Когда кто-то приближается к смертному часу, его душа, словно спелый плод, готова отделиться от ветвей тела. И некоторым дано видеть, как она созревает. Душа начинает понемногу отъединяться от тела, так у плода постепенно ослабевает ножка, удерживающая его на ветке. Но даже плоды, выросшие на одном дереве, падают каждый в свой срок. А некоторые, наперекор всем обстоятельствам, как ни в чем не бывало висят до самой весны.
Вот и Он, как добрый садовник, не стремится навязывать свою волю всем и всему. Он оставляет свободу и солнцу, и ветру, и дождю. И подобно тому, как эти стихии растят на дереве плод, столь же многие силы влияют на жизнь человека, а стало быть, и на его смерть.
А потом Он подается вперед и возлагает на мою голову холодную руку.
— Дочь моя, — произносит Мортейн, и меня переполняет Его благодать, выжигая тяготящие последние остатки злобной тьмы д'Альбрэ.
Та тьма, что в душе остается, есть тайна, красота и непознанность; это тьма беспредельного звездного неба и глубоких пещер. Теперь я знаю, что Чудище сказал правду: я та, что выжила, и греховность д'Альбрэ была как заемное платье, носимое мною, чтобы сойти среди чужих за свою. Она имеет со мной столько же общего, как вот этот плащ у меня на плечах или ожерелье на шее. И еще я понимаю, что не только у любви две стороны, но и у Смерти. К примеру, Исмэй стала милосердием Мортейна — но не я. Ибо Он изваял меня по-иному.
Каждая смерть, которой я была свидетельницей, каждый виток пережитого мною ужаса — все это выковало во мне ту, кем я стала ныне: я — Его справедливость.
Если бы я всего этого не испытала, стремление защищать невинных не пылало бы во мне таким жарким огнем.
Объятая Его тьмой, огражденная благодатью своего Отца, я склоняю перед Ним голову… и плачу. Я оплакиваю всех, кого потеряла, но и благодарю за всех, кого обрела. Слезы радости мешаются со слезами печали. Я принимаю в себя свет Его великой любви, и она истребляет последние щупальца злой тьмы д'Альбрэ и возрождает меня обновленной, цельной и непорочной.

 

Чудище отыскивает меня перед самым рассветом. Он не задает ни единого вопроса, просто помогает на ноги подняться. Место, где недавно стоял Мортейн, отмечено на земле всего лишь кружком инея.

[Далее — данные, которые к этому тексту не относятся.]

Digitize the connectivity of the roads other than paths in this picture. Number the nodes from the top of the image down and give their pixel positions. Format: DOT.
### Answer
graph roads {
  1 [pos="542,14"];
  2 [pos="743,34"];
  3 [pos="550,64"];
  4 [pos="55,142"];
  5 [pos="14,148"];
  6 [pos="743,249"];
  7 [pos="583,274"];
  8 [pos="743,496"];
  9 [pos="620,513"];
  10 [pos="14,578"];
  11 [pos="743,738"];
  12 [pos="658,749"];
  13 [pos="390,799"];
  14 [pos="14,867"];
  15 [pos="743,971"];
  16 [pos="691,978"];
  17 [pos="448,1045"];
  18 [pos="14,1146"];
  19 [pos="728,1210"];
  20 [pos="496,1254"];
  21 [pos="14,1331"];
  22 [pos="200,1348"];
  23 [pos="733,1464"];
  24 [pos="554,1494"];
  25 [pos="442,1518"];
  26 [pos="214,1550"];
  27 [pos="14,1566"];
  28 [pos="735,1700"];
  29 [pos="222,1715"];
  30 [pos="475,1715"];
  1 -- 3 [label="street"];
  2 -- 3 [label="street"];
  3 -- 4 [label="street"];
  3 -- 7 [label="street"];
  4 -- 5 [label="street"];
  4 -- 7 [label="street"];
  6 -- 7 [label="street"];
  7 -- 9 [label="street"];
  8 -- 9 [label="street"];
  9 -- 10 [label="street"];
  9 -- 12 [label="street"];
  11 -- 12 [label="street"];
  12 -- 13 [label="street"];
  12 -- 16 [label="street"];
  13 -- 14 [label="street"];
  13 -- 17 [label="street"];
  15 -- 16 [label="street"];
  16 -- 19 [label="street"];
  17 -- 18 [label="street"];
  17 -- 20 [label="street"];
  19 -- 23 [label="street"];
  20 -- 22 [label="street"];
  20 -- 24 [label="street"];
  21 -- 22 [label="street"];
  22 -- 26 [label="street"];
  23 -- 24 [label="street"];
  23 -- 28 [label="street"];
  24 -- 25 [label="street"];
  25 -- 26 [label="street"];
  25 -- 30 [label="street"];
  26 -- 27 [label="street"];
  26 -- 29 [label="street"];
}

Нет! Не так! Этот след куда больше, ведь Его явление полностью меня изменило. Долой страх, долой все сомнения, долой вечный стыд! Их сорвало и унесло прочь. Так зимняя буря уносит отжившие листья, очищая здоровые и сильные ветви.
Я знаю теперь, почему на д'Альбрэ не было метки. Знаю и то, почему он жив до сих пор. А самое главное, у меня есть кое-что, чего никогда не было: вера. Я обрела веру не только в Мортейна, но и в себя самое. И даже важнее: веру в любовь. Ненависть нельзя превозмочь ненавистью. Со злом не поборешься оружием тьмы. Их может победить только любовь.
Я чувствую, как в моих жилах бьется дарованная ею сила. Вот теперь вправду можно ехать на выручку к моим младшим сестрам.